L’ennesimo caso di disservizio viene questa volta segnalato dal consigliere regionale del Movimento Cinque Stelle Alessandro Solinas che in una nota ricorda le condizioni non ottimali nelle quali sono costretti a lavorare gli operatori del Centro di Salute Mentale e del Servizio Psichiatrico di Diagnosi e Cura della Assl.

«La grave carenza di personale in cui versa ormai da anni il Centro di Salute Mentale ha assunto proporzioni smisurate e inaccettabili. Da ottobre alcuni pazienti psichiatrici si trovano senza specialista di riferimento perché il medico che li aveva in cura è andato in pensione e non è stato ancora sostituito. Gli psichiatri rimasti sono sovraccarichi di lavoro e non possono di certo farsi carico di altri pazienti se non in caso di urgenza. Analoghe criticità riguardano il Servizio Psichiatrico di Diagnosi e Cura e il reparto di Psichiatria dell’ospedale San Martino, l’unico reparto di degenza psichiatrica della ASL. In questo reparto, che conta quindici posti letto, da marzo, da quando due psichiatri sono andati in pensione, vi lavorano soltanto cinque medici turnanti più un facente funzioni, a fronte dei dodici medici che sarebbero necessari per gestire il reparto in sicurezza». Solinas ha presentato una interrogazione sul tema all’assessore regionale alla sanità Mario Nieddu, invitato ad attivarsi «con urgenza per garantire una pianta organica adeguata al Centro di Salute Mentale Oristanese e al Servizio di Diagnosi e Cura.
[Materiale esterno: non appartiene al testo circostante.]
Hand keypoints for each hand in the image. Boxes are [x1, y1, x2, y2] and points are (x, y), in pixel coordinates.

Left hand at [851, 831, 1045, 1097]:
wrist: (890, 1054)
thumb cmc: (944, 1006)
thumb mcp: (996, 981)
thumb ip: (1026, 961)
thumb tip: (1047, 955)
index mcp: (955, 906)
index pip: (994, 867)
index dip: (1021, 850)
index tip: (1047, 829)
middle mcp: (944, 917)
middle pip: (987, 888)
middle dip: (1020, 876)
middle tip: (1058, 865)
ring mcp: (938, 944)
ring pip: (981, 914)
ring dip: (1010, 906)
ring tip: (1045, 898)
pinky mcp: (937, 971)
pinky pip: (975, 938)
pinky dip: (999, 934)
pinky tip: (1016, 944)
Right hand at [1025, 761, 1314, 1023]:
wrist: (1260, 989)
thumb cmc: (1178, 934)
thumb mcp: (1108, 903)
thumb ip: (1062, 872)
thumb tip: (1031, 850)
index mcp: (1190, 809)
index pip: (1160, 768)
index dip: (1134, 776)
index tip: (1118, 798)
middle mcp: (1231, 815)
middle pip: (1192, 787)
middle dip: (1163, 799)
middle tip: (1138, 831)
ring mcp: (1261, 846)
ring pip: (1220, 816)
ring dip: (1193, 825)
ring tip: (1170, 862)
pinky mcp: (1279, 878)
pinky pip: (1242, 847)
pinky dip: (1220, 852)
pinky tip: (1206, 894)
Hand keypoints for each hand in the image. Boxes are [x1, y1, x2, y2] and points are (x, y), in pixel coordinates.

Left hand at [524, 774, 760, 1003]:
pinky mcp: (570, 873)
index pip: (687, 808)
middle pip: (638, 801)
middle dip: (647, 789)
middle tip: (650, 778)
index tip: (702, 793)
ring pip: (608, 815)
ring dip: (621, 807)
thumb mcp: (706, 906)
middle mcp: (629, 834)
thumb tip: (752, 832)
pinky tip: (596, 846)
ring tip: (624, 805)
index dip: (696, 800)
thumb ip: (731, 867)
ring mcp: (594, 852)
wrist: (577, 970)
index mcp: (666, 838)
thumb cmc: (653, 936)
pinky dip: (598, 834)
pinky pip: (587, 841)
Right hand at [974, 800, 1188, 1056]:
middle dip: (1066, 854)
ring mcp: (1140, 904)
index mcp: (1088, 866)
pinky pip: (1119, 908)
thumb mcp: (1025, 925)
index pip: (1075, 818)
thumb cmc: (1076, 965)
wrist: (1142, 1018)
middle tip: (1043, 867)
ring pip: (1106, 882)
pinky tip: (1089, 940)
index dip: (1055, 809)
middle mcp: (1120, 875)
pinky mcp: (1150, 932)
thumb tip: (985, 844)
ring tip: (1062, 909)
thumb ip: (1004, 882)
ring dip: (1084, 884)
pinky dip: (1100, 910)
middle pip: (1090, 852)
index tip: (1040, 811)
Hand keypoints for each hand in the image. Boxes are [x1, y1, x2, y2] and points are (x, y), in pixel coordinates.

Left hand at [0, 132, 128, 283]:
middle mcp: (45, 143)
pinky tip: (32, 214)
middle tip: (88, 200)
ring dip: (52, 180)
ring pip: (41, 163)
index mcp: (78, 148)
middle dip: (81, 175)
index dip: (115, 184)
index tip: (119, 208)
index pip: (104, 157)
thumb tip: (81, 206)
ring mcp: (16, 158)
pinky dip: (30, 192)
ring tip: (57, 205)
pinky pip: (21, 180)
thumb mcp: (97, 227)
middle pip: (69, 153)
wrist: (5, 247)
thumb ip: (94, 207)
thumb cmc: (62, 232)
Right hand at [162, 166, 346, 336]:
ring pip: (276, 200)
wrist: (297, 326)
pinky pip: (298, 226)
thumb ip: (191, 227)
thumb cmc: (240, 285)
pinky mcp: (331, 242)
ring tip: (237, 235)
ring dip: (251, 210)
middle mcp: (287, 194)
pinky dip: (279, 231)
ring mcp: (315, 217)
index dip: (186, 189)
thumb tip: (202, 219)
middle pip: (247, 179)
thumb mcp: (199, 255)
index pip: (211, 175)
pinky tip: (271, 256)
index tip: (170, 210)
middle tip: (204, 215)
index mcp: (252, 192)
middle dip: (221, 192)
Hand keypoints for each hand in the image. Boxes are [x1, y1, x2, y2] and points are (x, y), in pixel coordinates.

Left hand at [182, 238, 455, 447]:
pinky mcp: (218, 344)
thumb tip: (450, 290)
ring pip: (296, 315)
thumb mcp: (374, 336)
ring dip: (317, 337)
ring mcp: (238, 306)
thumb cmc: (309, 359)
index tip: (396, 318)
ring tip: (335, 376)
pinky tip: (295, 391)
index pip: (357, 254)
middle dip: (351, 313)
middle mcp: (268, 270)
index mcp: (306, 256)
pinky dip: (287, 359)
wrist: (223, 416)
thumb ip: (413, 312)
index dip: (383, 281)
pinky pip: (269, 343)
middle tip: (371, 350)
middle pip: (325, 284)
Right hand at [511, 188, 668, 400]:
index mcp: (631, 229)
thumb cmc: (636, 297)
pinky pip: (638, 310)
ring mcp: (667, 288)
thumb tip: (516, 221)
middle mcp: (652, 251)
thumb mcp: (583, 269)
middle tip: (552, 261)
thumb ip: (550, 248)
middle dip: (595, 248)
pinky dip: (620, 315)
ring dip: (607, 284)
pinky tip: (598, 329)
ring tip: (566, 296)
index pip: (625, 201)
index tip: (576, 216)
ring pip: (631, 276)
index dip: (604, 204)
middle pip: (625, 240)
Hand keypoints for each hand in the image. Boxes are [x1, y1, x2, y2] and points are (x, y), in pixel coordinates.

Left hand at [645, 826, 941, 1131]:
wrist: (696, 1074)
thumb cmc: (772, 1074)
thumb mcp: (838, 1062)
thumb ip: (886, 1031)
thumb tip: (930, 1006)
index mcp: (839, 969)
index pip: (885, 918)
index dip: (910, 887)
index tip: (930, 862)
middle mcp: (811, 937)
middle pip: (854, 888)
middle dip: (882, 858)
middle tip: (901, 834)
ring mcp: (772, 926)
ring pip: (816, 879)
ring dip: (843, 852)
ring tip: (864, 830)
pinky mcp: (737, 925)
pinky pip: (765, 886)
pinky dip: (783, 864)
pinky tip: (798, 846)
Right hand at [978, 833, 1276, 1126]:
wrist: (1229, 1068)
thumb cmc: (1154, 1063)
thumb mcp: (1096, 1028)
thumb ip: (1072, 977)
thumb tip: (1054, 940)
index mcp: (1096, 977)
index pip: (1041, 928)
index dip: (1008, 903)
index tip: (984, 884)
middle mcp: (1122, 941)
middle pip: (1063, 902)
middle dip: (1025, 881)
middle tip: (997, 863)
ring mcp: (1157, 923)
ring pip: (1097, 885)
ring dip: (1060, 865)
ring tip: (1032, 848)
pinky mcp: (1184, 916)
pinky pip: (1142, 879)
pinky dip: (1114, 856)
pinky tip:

«La pandemia ha aggravato ulteriormente la situazione: nel 2020 i ricoveri nel reparto di Psichiatria sono stati infatti numerosi, pari a 234, ma il dato che dobbiamo considerare maggiormente e che ci deve far riflettere è l’aumento dei trattamenti sanitari obbligatori, passati da 38 nel 2019 a 52 nel 2020».

Solinas ammette di essere «stupito negativamente dalla miopia dimostrata ancora una volta dalle massime autorità sanitarie regionali in merito alla distribuzione dell’organico. Non è assolutamente tollerabile che a pagare il prezzo più alto sia sempre il territorio di Oristano, già privato di numerosi servizi».

È di ieri, infine, la presa d’atto del contratto del nuovo commissario, Antonio Francesco Cossu.(g.cen.)